RAW DATA:

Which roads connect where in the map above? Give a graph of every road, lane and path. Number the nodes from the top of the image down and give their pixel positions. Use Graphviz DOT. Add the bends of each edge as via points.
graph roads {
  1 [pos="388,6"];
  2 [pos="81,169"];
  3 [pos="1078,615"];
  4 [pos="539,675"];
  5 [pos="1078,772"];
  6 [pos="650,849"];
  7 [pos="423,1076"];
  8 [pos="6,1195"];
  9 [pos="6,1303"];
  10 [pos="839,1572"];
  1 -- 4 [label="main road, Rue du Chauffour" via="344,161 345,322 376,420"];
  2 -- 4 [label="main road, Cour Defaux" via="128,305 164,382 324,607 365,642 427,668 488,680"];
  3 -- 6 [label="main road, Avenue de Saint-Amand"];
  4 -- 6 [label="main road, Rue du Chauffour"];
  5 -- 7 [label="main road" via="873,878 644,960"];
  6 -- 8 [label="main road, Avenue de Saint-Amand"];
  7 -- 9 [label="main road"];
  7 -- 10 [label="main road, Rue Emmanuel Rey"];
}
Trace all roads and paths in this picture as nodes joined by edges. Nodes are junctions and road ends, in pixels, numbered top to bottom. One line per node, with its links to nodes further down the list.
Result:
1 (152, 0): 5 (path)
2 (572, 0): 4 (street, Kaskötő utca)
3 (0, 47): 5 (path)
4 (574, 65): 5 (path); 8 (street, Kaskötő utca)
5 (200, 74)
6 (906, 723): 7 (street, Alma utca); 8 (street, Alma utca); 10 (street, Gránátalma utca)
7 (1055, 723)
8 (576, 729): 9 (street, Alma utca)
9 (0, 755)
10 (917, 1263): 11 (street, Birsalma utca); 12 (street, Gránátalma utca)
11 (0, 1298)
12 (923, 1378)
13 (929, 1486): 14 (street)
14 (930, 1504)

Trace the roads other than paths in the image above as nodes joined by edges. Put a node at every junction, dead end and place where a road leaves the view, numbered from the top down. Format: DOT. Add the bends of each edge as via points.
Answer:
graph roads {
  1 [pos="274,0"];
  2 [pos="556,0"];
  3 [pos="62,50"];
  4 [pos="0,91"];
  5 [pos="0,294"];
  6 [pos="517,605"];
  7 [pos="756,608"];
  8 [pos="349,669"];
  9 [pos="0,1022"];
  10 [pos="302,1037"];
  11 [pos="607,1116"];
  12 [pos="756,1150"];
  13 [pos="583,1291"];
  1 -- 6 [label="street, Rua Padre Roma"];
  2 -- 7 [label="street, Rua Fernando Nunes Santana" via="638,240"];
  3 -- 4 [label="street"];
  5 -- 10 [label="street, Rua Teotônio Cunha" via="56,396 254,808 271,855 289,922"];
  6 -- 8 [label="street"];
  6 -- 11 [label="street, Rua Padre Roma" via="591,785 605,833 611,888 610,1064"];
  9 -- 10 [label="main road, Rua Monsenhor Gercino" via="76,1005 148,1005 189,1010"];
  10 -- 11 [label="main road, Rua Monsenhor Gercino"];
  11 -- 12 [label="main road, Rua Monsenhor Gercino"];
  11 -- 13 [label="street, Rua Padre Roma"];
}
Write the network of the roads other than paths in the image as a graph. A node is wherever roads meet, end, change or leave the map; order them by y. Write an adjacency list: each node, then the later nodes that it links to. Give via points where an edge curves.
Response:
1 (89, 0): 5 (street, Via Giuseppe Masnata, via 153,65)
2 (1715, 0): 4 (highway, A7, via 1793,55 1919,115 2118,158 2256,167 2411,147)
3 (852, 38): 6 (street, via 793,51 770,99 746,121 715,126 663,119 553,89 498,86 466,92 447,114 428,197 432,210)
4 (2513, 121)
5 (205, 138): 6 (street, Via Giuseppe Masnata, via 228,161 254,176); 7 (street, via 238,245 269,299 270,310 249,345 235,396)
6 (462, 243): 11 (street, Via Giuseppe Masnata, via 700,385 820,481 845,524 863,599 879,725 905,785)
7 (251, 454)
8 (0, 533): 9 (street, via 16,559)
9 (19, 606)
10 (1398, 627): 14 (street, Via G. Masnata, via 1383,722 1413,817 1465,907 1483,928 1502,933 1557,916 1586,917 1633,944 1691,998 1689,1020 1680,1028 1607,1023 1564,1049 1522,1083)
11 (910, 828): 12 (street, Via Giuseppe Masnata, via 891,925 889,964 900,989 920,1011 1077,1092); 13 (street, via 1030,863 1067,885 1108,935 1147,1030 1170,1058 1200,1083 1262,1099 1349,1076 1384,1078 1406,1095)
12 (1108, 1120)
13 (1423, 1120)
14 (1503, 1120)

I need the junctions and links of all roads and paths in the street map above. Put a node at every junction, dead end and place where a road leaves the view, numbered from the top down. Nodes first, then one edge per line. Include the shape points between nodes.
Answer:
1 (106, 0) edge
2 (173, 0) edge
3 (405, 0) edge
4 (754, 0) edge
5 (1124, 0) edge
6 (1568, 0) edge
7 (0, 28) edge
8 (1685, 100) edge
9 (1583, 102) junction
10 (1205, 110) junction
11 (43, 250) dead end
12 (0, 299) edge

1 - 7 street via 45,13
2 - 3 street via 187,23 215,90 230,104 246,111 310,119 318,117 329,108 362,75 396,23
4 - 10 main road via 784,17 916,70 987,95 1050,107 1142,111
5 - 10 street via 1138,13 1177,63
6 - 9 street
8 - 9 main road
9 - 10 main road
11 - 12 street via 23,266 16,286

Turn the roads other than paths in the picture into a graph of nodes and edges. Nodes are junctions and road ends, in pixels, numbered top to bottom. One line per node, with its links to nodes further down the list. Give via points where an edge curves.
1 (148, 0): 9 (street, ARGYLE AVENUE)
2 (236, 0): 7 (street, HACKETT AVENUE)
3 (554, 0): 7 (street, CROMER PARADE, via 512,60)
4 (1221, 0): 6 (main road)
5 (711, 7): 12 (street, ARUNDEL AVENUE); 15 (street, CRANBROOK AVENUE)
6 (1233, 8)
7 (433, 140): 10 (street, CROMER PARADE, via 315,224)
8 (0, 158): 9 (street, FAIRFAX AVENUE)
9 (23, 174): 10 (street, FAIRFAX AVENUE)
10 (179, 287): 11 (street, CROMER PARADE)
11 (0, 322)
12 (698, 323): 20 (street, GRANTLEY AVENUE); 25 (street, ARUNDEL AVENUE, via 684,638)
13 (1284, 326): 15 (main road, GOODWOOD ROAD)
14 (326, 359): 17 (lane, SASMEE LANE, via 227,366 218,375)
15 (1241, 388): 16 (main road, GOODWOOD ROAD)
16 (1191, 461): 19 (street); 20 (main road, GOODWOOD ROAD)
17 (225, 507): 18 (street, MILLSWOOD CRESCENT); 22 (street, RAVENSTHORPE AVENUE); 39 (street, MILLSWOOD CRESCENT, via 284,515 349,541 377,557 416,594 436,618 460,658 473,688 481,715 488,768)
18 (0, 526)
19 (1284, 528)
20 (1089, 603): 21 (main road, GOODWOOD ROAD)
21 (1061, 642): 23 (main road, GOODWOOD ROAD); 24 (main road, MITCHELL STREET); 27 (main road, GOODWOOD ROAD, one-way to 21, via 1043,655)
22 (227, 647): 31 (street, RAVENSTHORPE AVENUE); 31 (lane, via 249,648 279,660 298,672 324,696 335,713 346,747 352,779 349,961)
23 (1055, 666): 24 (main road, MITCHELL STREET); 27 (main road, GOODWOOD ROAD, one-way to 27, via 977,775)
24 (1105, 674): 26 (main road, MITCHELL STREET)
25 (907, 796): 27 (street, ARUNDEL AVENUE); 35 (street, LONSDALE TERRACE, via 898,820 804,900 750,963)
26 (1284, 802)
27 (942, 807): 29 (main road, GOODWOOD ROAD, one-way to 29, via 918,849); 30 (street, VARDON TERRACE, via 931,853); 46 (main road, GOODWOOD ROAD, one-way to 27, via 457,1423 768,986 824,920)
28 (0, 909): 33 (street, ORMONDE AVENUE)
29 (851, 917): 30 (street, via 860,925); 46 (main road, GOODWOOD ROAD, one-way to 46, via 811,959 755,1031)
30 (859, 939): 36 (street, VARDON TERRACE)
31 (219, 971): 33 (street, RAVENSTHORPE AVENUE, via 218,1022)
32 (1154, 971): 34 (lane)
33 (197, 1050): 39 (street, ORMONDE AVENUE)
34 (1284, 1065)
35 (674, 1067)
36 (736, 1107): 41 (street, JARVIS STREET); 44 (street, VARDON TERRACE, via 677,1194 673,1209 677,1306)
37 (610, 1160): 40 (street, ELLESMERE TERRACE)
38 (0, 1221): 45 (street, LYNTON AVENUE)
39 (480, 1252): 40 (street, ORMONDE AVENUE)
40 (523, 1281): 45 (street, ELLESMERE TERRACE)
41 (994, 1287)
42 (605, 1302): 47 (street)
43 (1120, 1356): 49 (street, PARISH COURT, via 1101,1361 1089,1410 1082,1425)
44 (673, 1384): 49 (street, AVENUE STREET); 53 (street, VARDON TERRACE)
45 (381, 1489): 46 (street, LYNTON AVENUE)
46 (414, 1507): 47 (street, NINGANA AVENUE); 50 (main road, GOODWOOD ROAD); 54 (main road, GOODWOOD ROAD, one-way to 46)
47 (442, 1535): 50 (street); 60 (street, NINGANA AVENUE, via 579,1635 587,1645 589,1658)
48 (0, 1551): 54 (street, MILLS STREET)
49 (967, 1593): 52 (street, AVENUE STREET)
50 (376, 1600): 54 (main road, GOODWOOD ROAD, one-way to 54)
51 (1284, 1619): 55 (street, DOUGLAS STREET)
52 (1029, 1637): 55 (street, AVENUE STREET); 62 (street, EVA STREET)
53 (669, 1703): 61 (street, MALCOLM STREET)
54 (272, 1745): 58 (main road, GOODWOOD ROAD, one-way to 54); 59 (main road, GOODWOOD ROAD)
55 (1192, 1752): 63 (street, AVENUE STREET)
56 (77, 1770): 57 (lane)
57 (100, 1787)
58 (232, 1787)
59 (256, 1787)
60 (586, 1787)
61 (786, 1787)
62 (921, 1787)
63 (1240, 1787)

DESCRIPTION OF THE TASK:
What is the number of lines in the listing that include the word "joined"? Give the number and no other text.

YOUR SOLUTION:
2